Available data section start

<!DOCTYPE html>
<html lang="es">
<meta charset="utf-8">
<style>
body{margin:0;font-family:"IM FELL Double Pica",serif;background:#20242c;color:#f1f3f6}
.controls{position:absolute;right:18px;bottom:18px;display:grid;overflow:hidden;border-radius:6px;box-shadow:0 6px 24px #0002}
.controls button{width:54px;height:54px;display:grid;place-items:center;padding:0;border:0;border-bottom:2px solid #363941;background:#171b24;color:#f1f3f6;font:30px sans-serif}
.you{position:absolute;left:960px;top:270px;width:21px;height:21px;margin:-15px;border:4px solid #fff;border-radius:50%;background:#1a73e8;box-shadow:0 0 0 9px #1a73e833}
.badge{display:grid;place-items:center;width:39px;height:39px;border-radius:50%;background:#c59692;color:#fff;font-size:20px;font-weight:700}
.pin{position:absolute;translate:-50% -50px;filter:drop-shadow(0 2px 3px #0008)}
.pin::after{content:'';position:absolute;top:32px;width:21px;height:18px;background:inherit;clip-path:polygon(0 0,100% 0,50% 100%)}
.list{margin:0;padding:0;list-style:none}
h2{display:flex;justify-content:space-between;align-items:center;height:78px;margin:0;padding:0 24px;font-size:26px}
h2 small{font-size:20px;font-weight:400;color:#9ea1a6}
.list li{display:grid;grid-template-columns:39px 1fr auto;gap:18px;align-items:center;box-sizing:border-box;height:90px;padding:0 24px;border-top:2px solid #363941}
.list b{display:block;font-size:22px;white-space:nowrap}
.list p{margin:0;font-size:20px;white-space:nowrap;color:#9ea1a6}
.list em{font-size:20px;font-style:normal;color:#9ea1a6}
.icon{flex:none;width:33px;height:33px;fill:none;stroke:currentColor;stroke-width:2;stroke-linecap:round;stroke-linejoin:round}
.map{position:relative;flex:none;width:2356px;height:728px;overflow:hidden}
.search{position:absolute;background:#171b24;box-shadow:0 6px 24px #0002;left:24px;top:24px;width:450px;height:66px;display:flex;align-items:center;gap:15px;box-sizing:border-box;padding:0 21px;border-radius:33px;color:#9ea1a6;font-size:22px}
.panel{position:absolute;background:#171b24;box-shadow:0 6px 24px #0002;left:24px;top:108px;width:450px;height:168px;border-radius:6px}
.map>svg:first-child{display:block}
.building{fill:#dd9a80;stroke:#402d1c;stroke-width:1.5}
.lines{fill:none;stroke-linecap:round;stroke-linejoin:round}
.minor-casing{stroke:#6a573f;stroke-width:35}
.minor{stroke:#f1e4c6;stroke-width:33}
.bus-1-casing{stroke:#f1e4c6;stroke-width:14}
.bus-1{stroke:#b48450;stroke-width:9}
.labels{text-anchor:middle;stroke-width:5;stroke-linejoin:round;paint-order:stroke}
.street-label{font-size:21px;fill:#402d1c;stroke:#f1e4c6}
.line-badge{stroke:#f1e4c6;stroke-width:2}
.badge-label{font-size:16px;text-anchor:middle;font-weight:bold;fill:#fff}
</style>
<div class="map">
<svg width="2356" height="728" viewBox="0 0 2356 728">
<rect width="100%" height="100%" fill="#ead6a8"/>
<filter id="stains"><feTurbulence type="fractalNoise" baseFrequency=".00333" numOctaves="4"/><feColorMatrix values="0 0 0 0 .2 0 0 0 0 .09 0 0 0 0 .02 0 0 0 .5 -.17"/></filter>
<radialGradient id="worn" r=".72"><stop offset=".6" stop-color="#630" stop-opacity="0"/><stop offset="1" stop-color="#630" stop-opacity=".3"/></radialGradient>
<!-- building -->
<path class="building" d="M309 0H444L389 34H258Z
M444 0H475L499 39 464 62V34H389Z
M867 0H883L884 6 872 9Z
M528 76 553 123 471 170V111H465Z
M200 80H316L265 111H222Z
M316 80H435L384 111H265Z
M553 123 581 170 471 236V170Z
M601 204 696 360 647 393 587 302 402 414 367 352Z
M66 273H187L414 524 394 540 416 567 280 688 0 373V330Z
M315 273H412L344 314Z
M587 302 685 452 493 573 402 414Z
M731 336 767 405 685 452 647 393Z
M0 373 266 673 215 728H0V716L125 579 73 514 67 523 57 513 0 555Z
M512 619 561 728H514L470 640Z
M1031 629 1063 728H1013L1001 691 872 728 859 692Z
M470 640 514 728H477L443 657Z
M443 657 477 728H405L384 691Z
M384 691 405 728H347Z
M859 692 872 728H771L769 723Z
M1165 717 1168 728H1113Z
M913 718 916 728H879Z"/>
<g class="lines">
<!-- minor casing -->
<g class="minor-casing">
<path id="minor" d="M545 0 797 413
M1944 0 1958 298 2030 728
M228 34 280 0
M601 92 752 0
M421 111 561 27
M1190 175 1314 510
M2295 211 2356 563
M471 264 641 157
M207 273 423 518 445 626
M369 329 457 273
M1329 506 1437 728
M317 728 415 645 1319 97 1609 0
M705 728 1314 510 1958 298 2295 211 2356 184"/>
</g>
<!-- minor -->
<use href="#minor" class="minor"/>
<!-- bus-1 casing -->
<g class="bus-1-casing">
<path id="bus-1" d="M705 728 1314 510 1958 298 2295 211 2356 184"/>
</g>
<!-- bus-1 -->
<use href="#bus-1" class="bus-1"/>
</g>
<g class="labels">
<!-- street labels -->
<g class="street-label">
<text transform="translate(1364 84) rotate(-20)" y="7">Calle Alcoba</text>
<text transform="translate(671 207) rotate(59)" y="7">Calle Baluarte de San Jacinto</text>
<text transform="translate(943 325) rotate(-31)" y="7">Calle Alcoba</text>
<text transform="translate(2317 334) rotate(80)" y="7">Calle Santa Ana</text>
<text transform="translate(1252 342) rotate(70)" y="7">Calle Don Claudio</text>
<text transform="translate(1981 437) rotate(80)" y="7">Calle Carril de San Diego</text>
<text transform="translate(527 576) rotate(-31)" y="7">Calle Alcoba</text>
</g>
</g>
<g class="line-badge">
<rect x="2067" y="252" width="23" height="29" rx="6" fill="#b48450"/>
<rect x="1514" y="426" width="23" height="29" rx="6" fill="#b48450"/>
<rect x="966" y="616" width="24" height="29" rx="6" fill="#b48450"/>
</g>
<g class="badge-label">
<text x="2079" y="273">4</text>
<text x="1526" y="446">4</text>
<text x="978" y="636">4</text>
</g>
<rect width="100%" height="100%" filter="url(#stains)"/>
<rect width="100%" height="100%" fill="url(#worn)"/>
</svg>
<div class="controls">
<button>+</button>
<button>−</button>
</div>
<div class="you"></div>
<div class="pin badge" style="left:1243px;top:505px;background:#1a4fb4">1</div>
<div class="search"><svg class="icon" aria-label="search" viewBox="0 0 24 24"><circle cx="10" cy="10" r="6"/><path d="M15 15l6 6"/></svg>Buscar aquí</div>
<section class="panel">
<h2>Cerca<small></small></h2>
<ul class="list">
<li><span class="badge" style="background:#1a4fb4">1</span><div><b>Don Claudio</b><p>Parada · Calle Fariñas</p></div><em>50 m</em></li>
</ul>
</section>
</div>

Available data section end

• [Work task]
Note every line above where the string "center" shows up, and copy those lines.

• [Output of the task]
.controls button{width:54px;height:54px;display:grid;place-items:center;padding:0;border:0;border-bottom:2px solid #363941;background:#171b24;color:#f1f3f6;font:30px sans-serif}
.badge{display:grid;place-items:center;width:39px;height:39px;border-radius:50%;background:#c59692;color:#fff;font-size:20px;font-weight:700}
h2{display:flex;justify-content:space-between;align-items:center;height:78px;margin:0;padding:0 24px;font-size:26px}
.list li{display:grid;grid-template-columns:39px 1fr auto;gap:18px;align-items:center;box-sizing:border-box;height:90px;padding:0 24px;border-top:2px solid #363941}
.search{position:absolute;background:#171b24;box-shadow:0 6px 24px #0002;left:24px;top:24px;width:450px;height:66px;display:flex;align-items:center;gap:15px;box-sizing:border-box;padding:0 21px;border-radius:33px;color:#9ea1a6;font-size:22px}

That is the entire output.